Dortmunder volvió a mirarlo.
—Sólo te lo preguntaba…
Kelp se encogió de hombros, perplejo.
—La última vez que oí algo de él estaba perfectamente.
—Entonces, por qué no llamarle.
—Si estás seguro de que está bien…
Dortmunder suspiró.
—Lo llamaré y se lo preguntaré —dijo.
—Bueno, y ahora qué me dices de nuestro vigilante.
—No se me ocurre nadie.
Kelp lo miró sorprendido.
—¿Por qué? Tienes buen tino.
Dortmunder suspiró.
—¿Qué pasa con Ernie Danforth? —preguntó.
Kelp meneó la cabeza.
—Abandonó el rollo.
—¿Abandonó?
—Sí, se hizo cura. Eso me contaron. Estaba viendo esa película de Pat O’Brien en la última…
—Está bien. —Dortmunder se puso de pie. Tiró el cigarrillo al lago—. Quiero saber algo de Alan Greenwood —dijo con voz firme—, y sólo quiero que me digas sí o no.
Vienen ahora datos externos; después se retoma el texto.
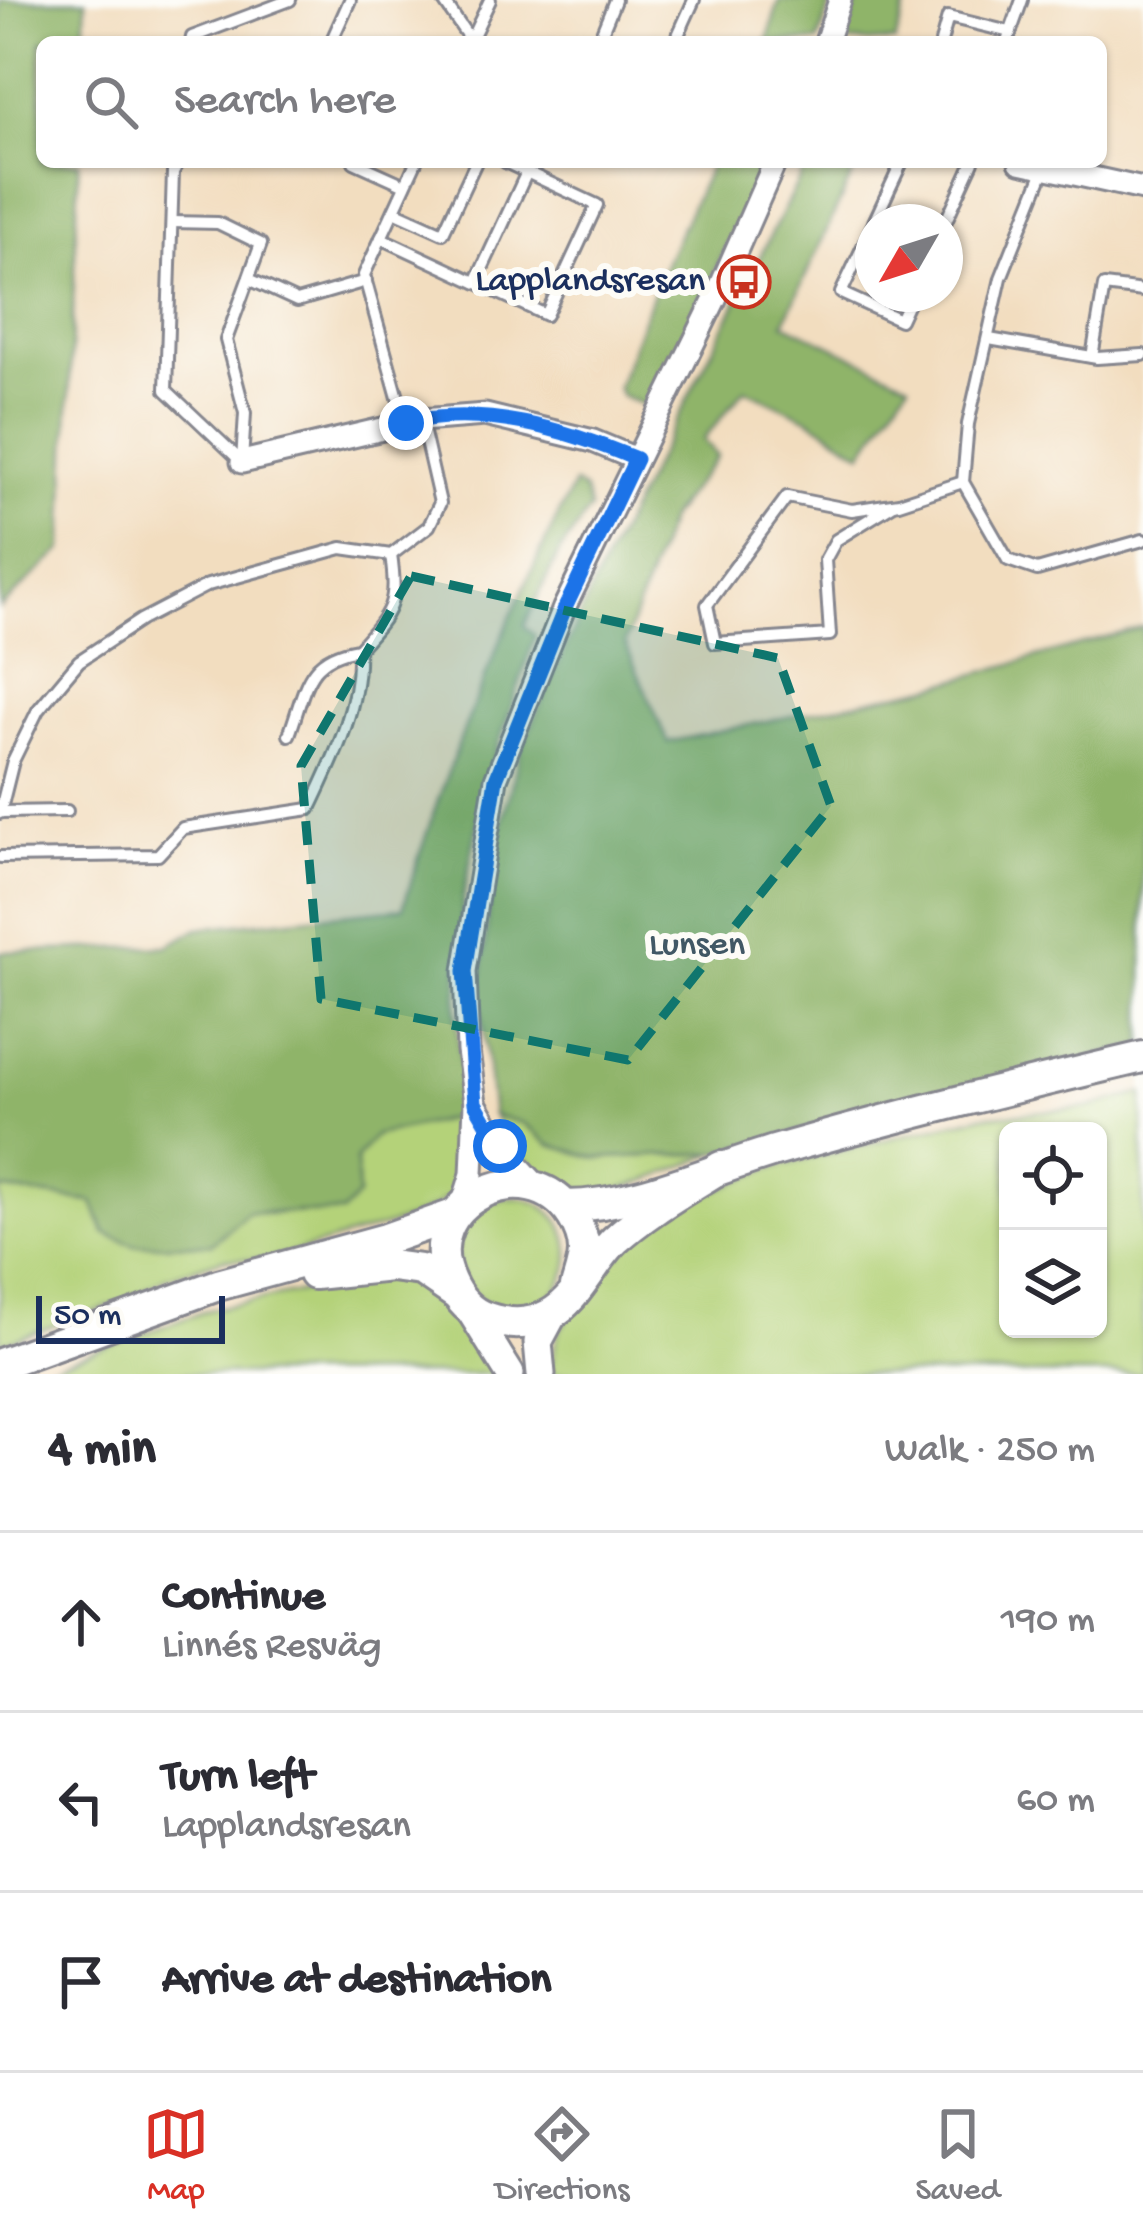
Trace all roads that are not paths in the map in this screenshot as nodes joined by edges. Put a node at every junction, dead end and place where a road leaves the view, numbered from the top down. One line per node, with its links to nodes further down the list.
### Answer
1 (290, 0): 9 (lane)
2 (350, 0): 10 (lane)
3 (443, 0): 11 (lane)
4 (490, 0): 12 (lane)
5 (615, 0): 13 (lane)
6 (694, 0): 14 (lane)
7 (840, 0): 15 (street)
8 (1022, 0): 18 (lane)
9 (195, 36)
10 (334, 36)
11 (467, 36)
12 (474, 36)
13 (600, 36)
14 (678, 36)
15 (828, 36)
16 (943, 36): 17 (lane)
17 (1006, 36)
18 (1009, 36)
19 (175, 168): 34 (lane)
20 (367, 168): 29 (lane)
21 (413, 168): 29 (lane)
22 (473, 168): 33 (lane)
23 (518, 168): 28 (lane)
24 (772, 168): 46 (street)
25 (899, 168): 31 (lane)
26 (970, 168): 32 (lane)
27 (1045, 168): 30 (street); 42 (lane)
28 (527, 172): 39 (lane); 39 (lane)
29 (405, 185): 33 (lane)
30 (1143, 189)
31 (883, 204)
32 (954, 204)
33 (394, 211): 35 (lane)
34 (172, 222): 37 (lane); 47 (lane)
35 (381, 238): 38 (lane); 39 (lane)
36 (855, 265): 41 (lane)
37 (249, 279): 38 (lane); 47 (lane)
38 (366, 281): 45 (lane)
39 (476, 282)
40 (1143, 291): 44 (lane)
41 (855, 299)
42 (989, 339): 44 (lane); 48 (lane)
43 (1143, 355): 44 (lane)
44 (1092, 357)
45 (413, 422): 46 (street); 47 (street); 51 (lane)
46 (636, 459): 58 (street)
47 (242, 462)
48 (963, 482): 49 (lane); 50 (lane)
49 (895, 504): 49 (lane)
50 (1143, 540)
51 (391, 555): 52 (lane); 55 (lane)
52 (358, 649): 53 (lane); 56 (lane)
53 (289, 735)
54 (67, 811): 55 (lane)
55 (0, 812)
56 (0, 857)
57 (1143, 1057): 59 (main road)
58 (475, 1103): 60 (street); 62 (street)
59 (721, 1167): 61 (main road); 64 (main road)
60 (539, 1188): 61 (main road); 62 (main road)
61 (566, 1206): 64 (main road)
62 (458, 1210): 63 (main road); 65 (main road)
63 (218, 1285): 65 (main road); 67 (main road)
64 (576, 1287): 66 (main road)
65 (464, 1304): 66 (main road); 68 (street)
66 (553, 1314): 69 (street)
67 (0, 1364)
68 (510, 1374)
69 (541, 1374)

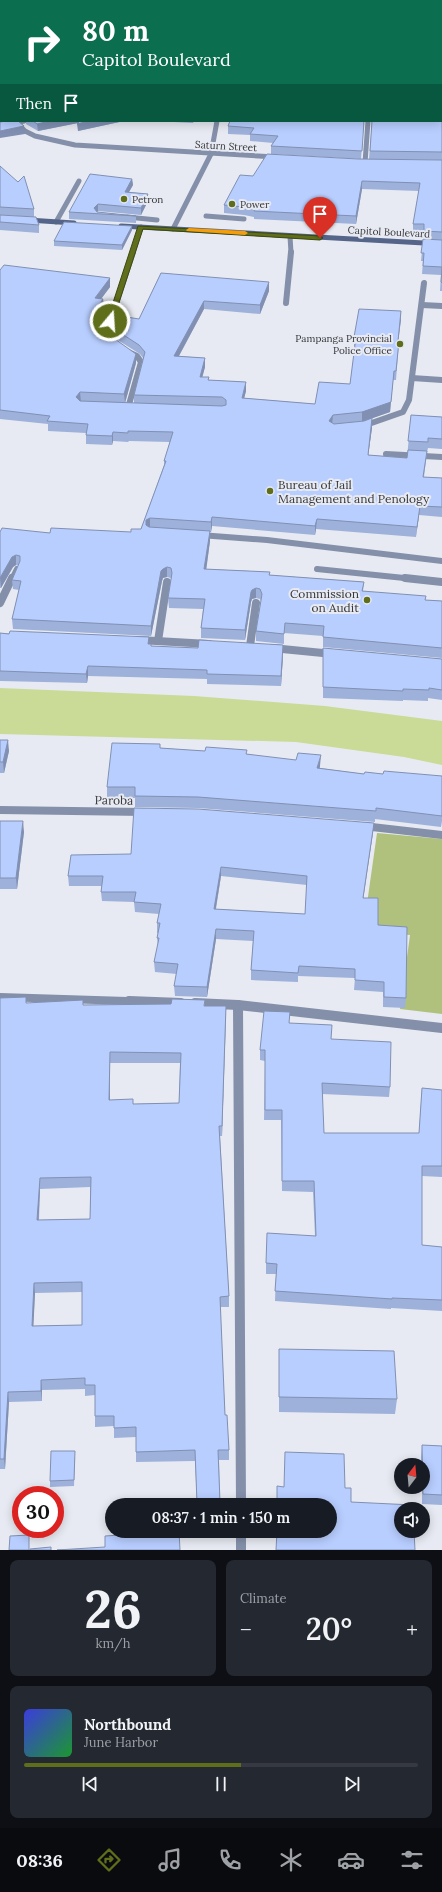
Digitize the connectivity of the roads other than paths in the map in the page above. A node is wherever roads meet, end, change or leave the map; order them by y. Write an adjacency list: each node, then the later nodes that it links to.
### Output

Kelp se quedó perplejo otra vez. Parpadeando ante Dortmunder, interrogó:
—¿Sí o no qué?
—¡Si lo podemos utilizar!
Una anciana que miraba a Dortmunder con mala cara desde que tiró el cigarrillo al lago, palideció de pronto y se alejó rápidamente.
—Claro que lo podemos utilizar. ¿Por qué no? Greenwood es un buen tipo.
—¡Lo voy a llamar! —gritó Dortmunder.
—Te estoy oyendo —dijo Kelp—. Te estoy oyendo.
Dortmunder miró a su alrededor.
—Vamos a tomar un trago —dijo.
—Bueno —respondió Kelp, levantándose de un salto—. Lo que tú digas. Vale, vale.